Task goal: What lines below include the string "Leslie"? Pick them out and copy them.

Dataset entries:
○ ○ ○ ○

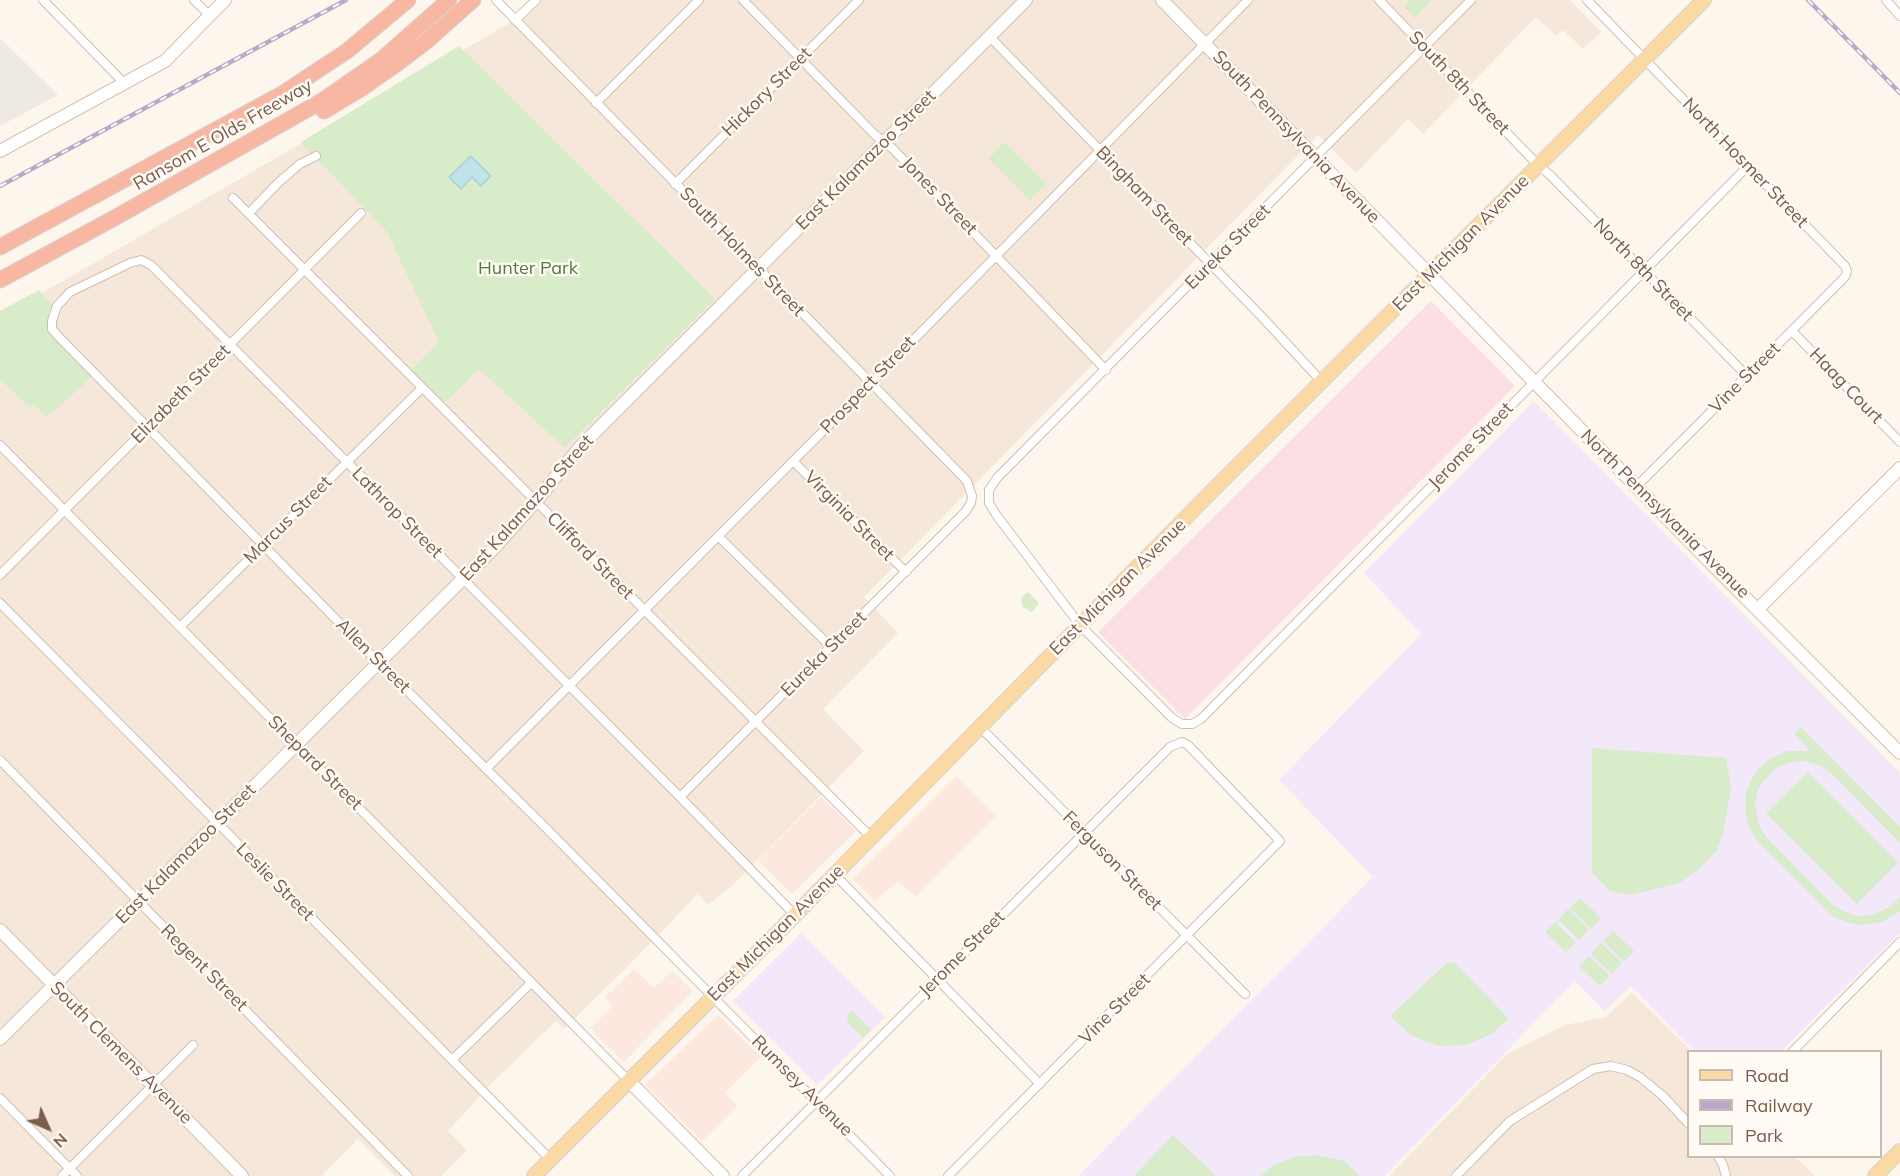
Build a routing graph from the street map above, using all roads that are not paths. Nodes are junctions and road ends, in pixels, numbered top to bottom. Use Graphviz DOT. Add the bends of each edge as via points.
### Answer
graph roads {
  1 [pos="43,0"];
  2 [pos="194,0"];
  3 [pos="225,0"];
  4 [pos="407,0"];
  5 [pos="449,0"];
  6 [pos="495,0"];
  7 [pos="536,0"];
  8 [pos="699,0"];
  9 [pos="743,0"];
  10 [pos="859,0"];
  11 [pos="1026,0"];
  12 [pos="1162,0"];
  13 [pos="1248,0"];
  14 [pos="1379,0"];
  15 [pos="1471,0"];
  16 [pos="1587,0"];
  17 [pos="1886,0"];
  18 [pos="1700,1"];
  19 [pos="470,3"];
  20 [pos="210,16"];
  21 [pos="1900,16"];
  22 [pos="515,20"];
  23 [pos="990,37"];
  24 [pos="1204,44"];
  25 [pos="1424,47"];
  26 [pos="801,59"];
  27 [pos="1644,59"];
  28 [pos="125,84"];
  29 [pos="596,103"];
  30 [pos="884,142"];
  31 [pos="1099,150"];
  32 [pos="0,152"];
  33 [pos="316,156"];
  34 [pos="1315,158"];
  35 [pos="1538,165"];
  36 [pos="1748,166"];
  37 [pos="675,183"];
  38 [pos="233,198"];
  39 [pos="249,213"];
  40 [pos="361,213"];
  41 [pos="118,216"];
  42 [pos="0,247"];
  43 [pos="996,255"];
  44 [pos="1210,265"];
  45 [pos="1845,266"];
  46 [pos="758,269"];
  47 [pos="305,270"];
  48 [pos="1644,271"];
  49 [pos="1430,275"];
  50 [pos="0,280"];
  51 [pos="57,306"];
  52 [pos="1792,331"];
  53 [pos="230,345"];
  54 [pos="1106,370"];
  55 [pos="1747,376"];
  56 [pos="1533,381"];
  57 [pos="1322,382"];
  58 [pos="871,383"];
  59 [pos="422,388"];
  60 [pos="148,428"];
  61 [pos="1900,442"];
  62 [pos="0,445"];
  63 [pos="793,460"];
  64 [pos="347,462"];
  65 [pos="1900,468"];
  66 [pos="1637,486"];
  67 [pos="536,501"];
  68 [pos="65,510"];
  69 [pos="966,511"];
  70 [pos="718,536"];
  71 [pos="263,545"];
  72 [pos="906,572"];
  73 [pos="0,575"];
  74 [pos="463,579"];
  75 [pos="0,603"];
  76 [pos="1758,609"];
  77 [pos="645,610"];
  78 [pos="1080,625"];
  79 [pos="180,627"];
  80 [pos="831,647"];
  81 [pos="379,663"];
  82 [pos="569,686"];
  83 [pos="756,722"];
  84 [pos="980,728"];
  85 [pos="296,744"];
  86 [pos="1900,753"];
  87 [pos="0,760"];
  88 [pos="486,769"];
  89 [pos="680,797"];
  90 [pos="217,823"];
  91 [pos="1084,832"];
  92 [pos="871,837"];
  93 [pos="1280,841"];
  94 [pos="834,874"];
  95 [pos="138,900"];
  96 [pos="795,915"];
  97 [pos="0,930"];
  98 [pos="1187,936"];
  99 [pos="1900,942"];
  100 [pos="937,980"];
  101 [pos="531,983"];
  102 [pos="54,985"];
  103 [pos="1245,994"];
  104 [pos="713,997"];
  105 [pos="0,1039"];
  106 [pos="193,1045"];
  107 [pos="1794,1050"];
  108 [pos="452,1060"];
  109 [pos="629,1081"];
  110 [pos="1040,1084"];
  111 [pos="153,1085"];
  112 [pos="0,1098"];
  113 [pos="817,1101"];
  114 [pos="1687,1121"];
  115 [pos="1900,1151"];
  116 [pos="1719,1158"];
  117 [pos="551,1160"];
  118 [pos="70,1168"];
  119 [pos="1461,1174"];
  120 [pos="62,1176"];
  121 [pos="77,1176"];
  122 [pos="242,1176"];
  123 [pos="408,1176"];
  124 [pos="534,1176"];
  125 [pos="723,1176"];
  126 [pos="742,1176"];
  127 [pos="890,1176"];
  128 [pos="948,1176"];
  129 [pos="1726,1176"];
  130 [pos="1875,1176"];
  1 -- 28 [label="street"];
  2 -- 20 [label="street"];
  3 -- 20 [label="street"];
  4 -- 42 [label="highway, Ransom E Olds Freeway" via="333,61 267,103"];
  5 -- 41 [label="highway, Ransom E Olds Freeway" via="381,60 329,96"];
  6 -- 22 [label="street, South Holmes Street"];
  7 -- 22 [label="street"];
  8 -- 29 [label="street"];
  9 -- 26 [label="street, Jones Street"];
  10 -- 26 [label="street, Hickory Street"];
  11 -- 23 [label="street, East Kalamazoo Street"];
  12 -- 24 [label="street, South Pennsylvania Avenue"];
  13 -- 24 [label="street, Prospect Street"];
  14 -- 25 [label="street, South 8th Street"];
  15 -- 25 [label="street, Eureka Street"];
  16 -- 27 [label="street, North Hosmer Street"];
  17 -- 21 [label="street"];
  18 -- 27 [label="main road, East Michigan Avenue"];
  19 -- 41 [label="highway" via="420,46 352,95 193,181"];
  20 -- 28 [label="street" via="165,61"];
  22 -- 29 [label="street, South Holmes Street"];
  23 -- 30 [label="street, East Kalamazoo Street"];
  23 -- 31 [label="street, Bingham Street"];
  24 -- 31 [label="street, Prospect Street"];
  24 -- 34 [label="street, South Pennsylvania Avenue"];
  25 -- 34 [label="street, Eureka Street"];
  25 -- 35 [label="street, South 8th Street"];
  26 -- 30 [label="street, Jones Street"];
  26 -- 37 [label="street, Hickory Street"];
  27 -- 35 [label="main road, East Michigan Avenue"];
  27 -- 36 [label="street, North Hosmer Street"];
  28 -- 32 [label="street"];
  29 -- 37 [label="street, South Holmes Street"];
  30 -- 43 [label="street, Jones Street"];
  30 -- 46 [label="street, East Kalamazoo Street"];
  31 -- 43 [label="street, Prospect Street"];
  31 -- 44 [label="street, Bingham Street"];
  33 -- 39 [label="street" via="300,164"];
  34 -- 44 [label="street, Eureka Street"];
  34 -- 49 [label="street, South Pennsylvania Avenue"];
  35 -- 48 [label="street, North 8th Street"];
  35 -- 49 [label="main road, East Michigan Avenue"];
  36 -- 45 [label="street, North Hosmer Street"];
  36 -- 48 [label="street, Jerome Street"];
  37 -- 46 [label="street, South Holmes Street"];
  38 -- 39 [label="street, Clifford Street"];
  39 -- 47 [label="street, Clifford Street"];
  40 -- 47 [label="street, Elizabeth Street"];
  41 -- 50 [label="highway, Ransom E Olds Freeway"];
  43 -- 54 [label="street, Jones Street"];
  43 -- 58 [label="street, Prospect Street"];
  44 -- 54 [label="street, Eureka Street"];
  44 -- 57 [label="street, Bingham Street"];
  45 -- 52 [label="street, Vine Street" via="1843,279"];
  46 -- 58 [label="street, South Holmes Street"];
  46 -- 67 [label="street, East Kalamazoo Street" via="580,447"];
  47 -- 53 [label="street, Elizabeth Street"];
  47 -- 59 [label="street, Clifford Street"];
  48 -- 55 [label="street, North 8th Street"];
  48 -- 56 [label="street, Jerome Street"];
  49 -- 56 [label="street, North Pennsylvania Avenue"];
  49 -- 57 [label="main road, East Michigan Avenue"];
  51 -- 53 [label="street, Lathrop Street" via="70,292 141,260 151,265"];
  51 -- 60 [label="street, Allen Street" via="52,329"];
  52 -- 55 [label="street, Vine Street"];
  52 -- 61 [label="street, Haag Court"];
  53 -- 60 [label="street, Elizabeth Street"];
  53 -- 64 [label="street, Lathrop Street"];
  54 -- 78 [label="street, Eureka Street" via="997,478 988,496 997,516"];
  55 -- 66 [label="street, Vine Street"];
  56 -- 66 [label="street, North Pennsylvania Avenue"];
  56 -- 78 [label="street, Jerome Street" via="1192,724 1172,718"];
  57 -- 78 [label="main road, East Michigan Avenue"];
  58 -- 63 [label="street, Prospect Street"];
  58 -- 69 [label="street, South Holmes Street" via="967,481 972,496"];
  59 -- 64 [label="street, Marcus Street"];
  59 -- 67 [label="street, Clifford Street"];
  60 -- 68 [label="street, Elizabeth Street"];
  60 -- 71 [label="street, Allen Street"];
  62 -- 68 [label="street, Shepard Street"];
  63 -- 70 [label="street, Prospect Street"];
  63 -- 72 [label="street, Virginia Street"];
  64 -- 71 [label="street, Marcus Street"];
  64 -- 74 [label="street, Lathrop Street"];
  65 -- 76 [label="street"];
  66 -- 76 [label="street, North Pennsylvania Avenue"];
  67 -- 74 [label="street, East Kalamazoo Street"];
  67 -- 77 [label="street, Clifford Street"];
  68 -- 73 [label="street, Elizabeth Street"];
  68 -- 79 [label="street, Shepard Street"];
  69 -- 72 [label="street, Eureka Street"];
  70 -- 77 [label="street, Prospect Street"];
  70 -- 80 [label="street"];
  71 -- 79 [label="street, Marcus Street"];
  71 -- 81 [label="street, Allen Street"];
  72 -- 80 [label="street, Eureka Street"];
  74 -- 81 [label="street, East Kalamazoo Street"];
  74 -- 82 [label="street, Lathrop Street"];
  75 -- 90 [label="street, Leslie Street"];
  76 -- 86 [label="street, North Pennsylvania Avenue"];
  77 -- 82 [label="street, Prospect Street"];
  77 -- 83 [label="street, Clifford Street"];
  78 -- 84 [label="main road, East Michigan Avenue"];
  79 -- 85 [label="street, Shepard Street"];
  80 -- 83 [label="street, Eureka Street"];
  81 -- 85 [label="street, East Kalamazoo Street"];
  81 -- 88 [label="street, Allen Street"];
  82 -- 88 [label="street, Prospect Street"];
  82 -- 89 [label="street, Lathrop Street"];
  83 -- 89 [label="street, Eureka Street"];
  83 -- 92 [label="street, Clifford Street"];
  84 -- 91 [label="street, Ferguson Street"];
  84 -- 92 [label="main road, East Michigan Avenue"];
  85 -- 90 [label="street, East Kalamazoo Street"];
  85 -- 101 [label="street, Shepard Street"];
  87 -- 95 [label="street, Regent Street"];
  88 -- 104 [label="street, Allen Street"];
  89 -- 96 [label="street, Lathrop Street"];
  90 -- 95 [label="street, East Kalamazoo Street"];
  90 -- 108 [label="street, Leslie Street"];
  91 -- 93 [label="street, Jerome Street" via="1170,747 1182,742"];
  91 -- 98 [label="street, Ferguson Street"];
  91 -- 100 [label="street, Jerome Street"];
  92 -- 94 [label="main road, East Michigan Avenue"];
  93 -- 98 [label="street, Vine Street"];
  94 -- 96 [label="main road, East Michigan Avenue"];
  94 -- 100 [label="street"];
  95 -- 102 [label="street, East Kalamazoo Street"];
  95 -- 123 [label="street, Regent Street"];
  96 -- 104 [label="main road, East Michigan Avenue"];
  97 -- 102 [label="street, South Clemens Avenue"];
  98 -- 103 [label="street, Ferguson Street"];
  98 -- 110 [label="street, Vine Street"];
  99 -- 107 [label="street"];
  100 -- 110 [label="street"];
  100 -- 113 [label="street, Jerome Street"];
  101 -- 108 [label="street"];
  101 -- 109 [label="street, Shepard Street"];
  102 -- 105 [label="street, East Kalamazoo Street"];
  102 -- 111 [label="street, South Clemens Avenue"];
  104 -- 109 [label="main road, East Michigan Avenue"];
  104 -- 113 [label="street, Rumsey Avenue"];
  106 -- 111 [label="street"];
  108 -- 117 [label="street, Leslie Street"];
  109 -- 117 [label="main road, East Michigan Avenue"];
  109 -- 125 [label="street"];
  110 -- 128 [label="street, Vine Street"];
  111 -- 118 [label="street"];
  111 -- 122 [label="street, South Clemens Avenue"];
  112 -- 118 [label="street"];
  113 -- 126 [label="street, Jerome Street"];
  113 -- 127 [label="street, Rumsey Avenue"];
  114 -- 119 [label="street" via="1640,1077 1611,1066 1593,1069 1510,1121"];
  115 -- 130 [label="main road"];
  116 -- 129 [label="street"];
  117 -- 124 [label="main road, East Michigan Avenue"];
  118 -- 120 [label="street"];
  118 -- 121 [label="street"];
}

○ ○ ○ ○

Answer box:
  75 -- 90 [label="street, Leslie Street"];
  90 -- 108 [label="street, Leslie Street"];
  108 -- 117 [label="street, Leslie Street"];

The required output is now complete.